Our project aims at developing an original approach using bacterial cells as living factories that produce nanoparticles with remarkable electromagnetic properties and that provide numerous advantages, including monodispersity, stability, and controlled surface properties.
For this purpose, we will design genetically encoded inorganic nanoparticles directly produced in bacteria by combining tools from biotechnology, nanoscience, and geomicrobiology.
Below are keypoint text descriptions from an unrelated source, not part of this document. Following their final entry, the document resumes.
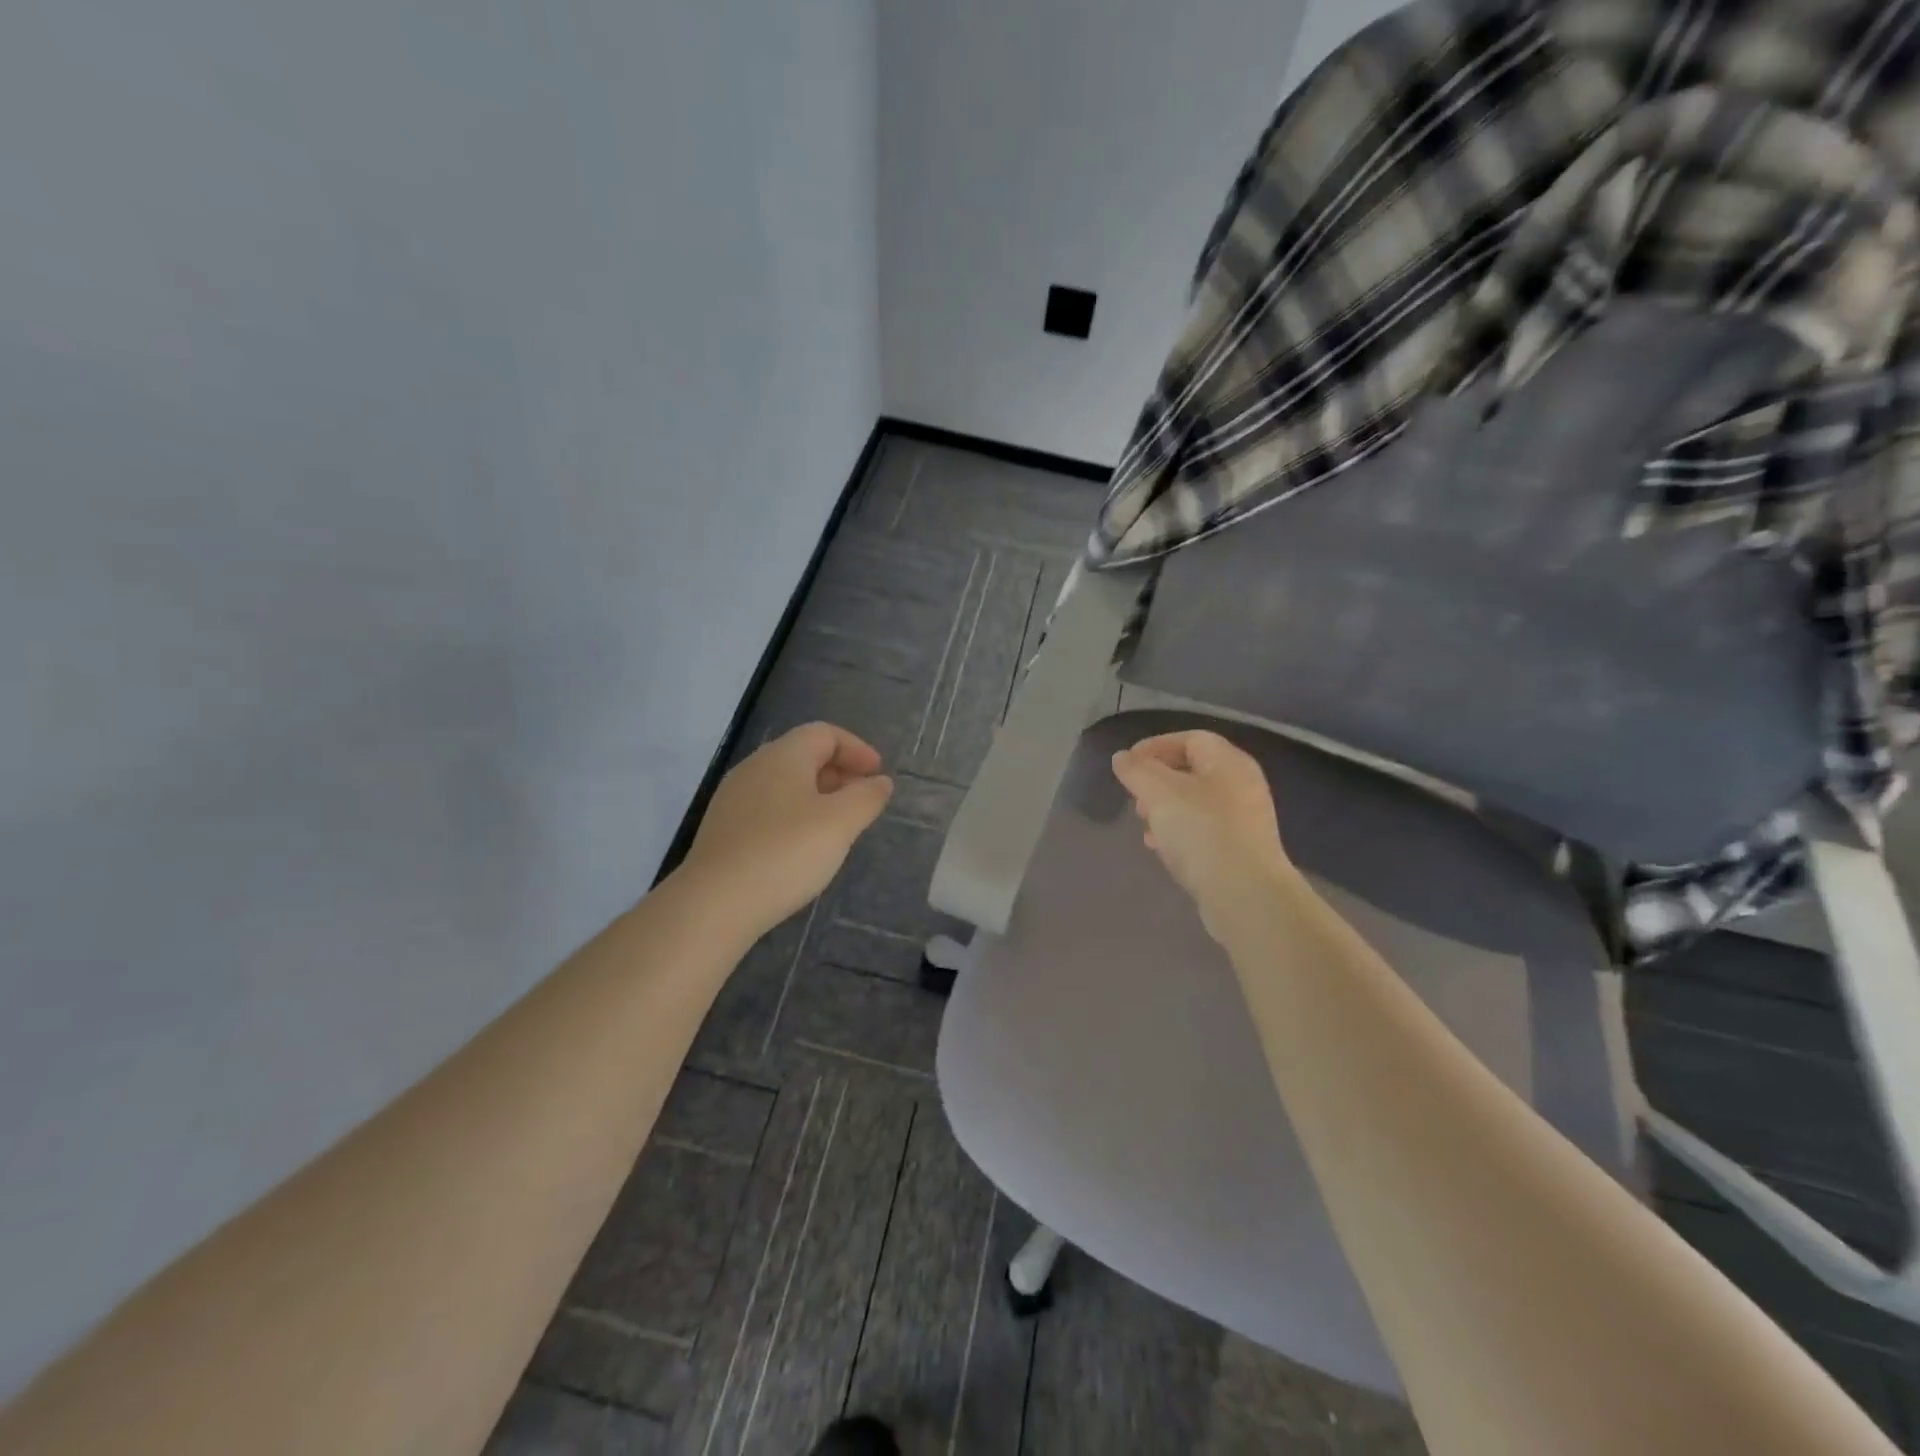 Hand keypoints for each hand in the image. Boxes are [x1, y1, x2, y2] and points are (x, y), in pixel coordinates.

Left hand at [681, 722, 893, 935]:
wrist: (714, 904)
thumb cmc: (786, 852)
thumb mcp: (840, 823)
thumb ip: (866, 797)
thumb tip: (880, 782)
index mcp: (783, 756)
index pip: (824, 733)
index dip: (856, 749)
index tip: (878, 774)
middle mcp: (754, 768)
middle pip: (802, 755)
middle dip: (838, 771)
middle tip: (863, 799)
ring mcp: (733, 799)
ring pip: (784, 783)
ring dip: (817, 795)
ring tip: (838, 825)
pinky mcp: (723, 829)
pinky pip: (767, 808)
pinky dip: (794, 814)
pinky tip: (803, 846)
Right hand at [1111, 730, 1294, 938]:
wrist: (1245, 895)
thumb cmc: (1202, 832)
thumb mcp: (1159, 793)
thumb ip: (1137, 771)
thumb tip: (1123, 757)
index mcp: (1228, 762)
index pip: (1190, 739)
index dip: (1155, 746)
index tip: (1126, 764)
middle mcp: (1241, 785)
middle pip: (1193, 770)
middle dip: (1157, 780)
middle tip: (1135, 796)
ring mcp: (1244, 820)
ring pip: (1196, 802)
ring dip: (1165, 808)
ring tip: (1144, 823)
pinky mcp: (1239, 850)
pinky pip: (1203, 830)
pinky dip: (1179, 832)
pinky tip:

To do so, we will engineer Escherichia coli, the easy-to-grow microbe that is at the foundation of the numerous biotechnology industries. This approach will accelerate the discovery of new technologies and also favor sustainable processes in preparation to the transition toward a bio-based economy.
Starting from the ability of bacteria to synthesize well-controlled inorganic nanoparticles in ferritin/ferrihydrite protein mineral complexes, we will engineer and characterize protein nanocages to have specific magnetic and plasmonic properties while being able to target a precise pool of proteins in vitro and in vivo. In order to enhance their electromagnetic properties, we will use a biomimetic approach consisting in generating multiscale assemblies of protein nanocages. This will provide a bottom-up approach to organize in space individual nanoobjects by harnessing the intrinsic self-assembly properties of interacting biomolecules, such as the self-organization of the cell cytoskeleton. Our goal is to generate inducible and reversible formation of mesoscale structures of nanocages, including tri-dimensional clusters, with diameters ranging from 30 nm to 1 µm, and micrometric-length one-dimensional alignments. We will next examine how these nanoobjects deliver thermal energy upon interaction with an electromagnetic field using the nanocages both as nanoheaters and as sensors of the local temperature. This will lead to the remote stimulation of genetically produced nanoparticles.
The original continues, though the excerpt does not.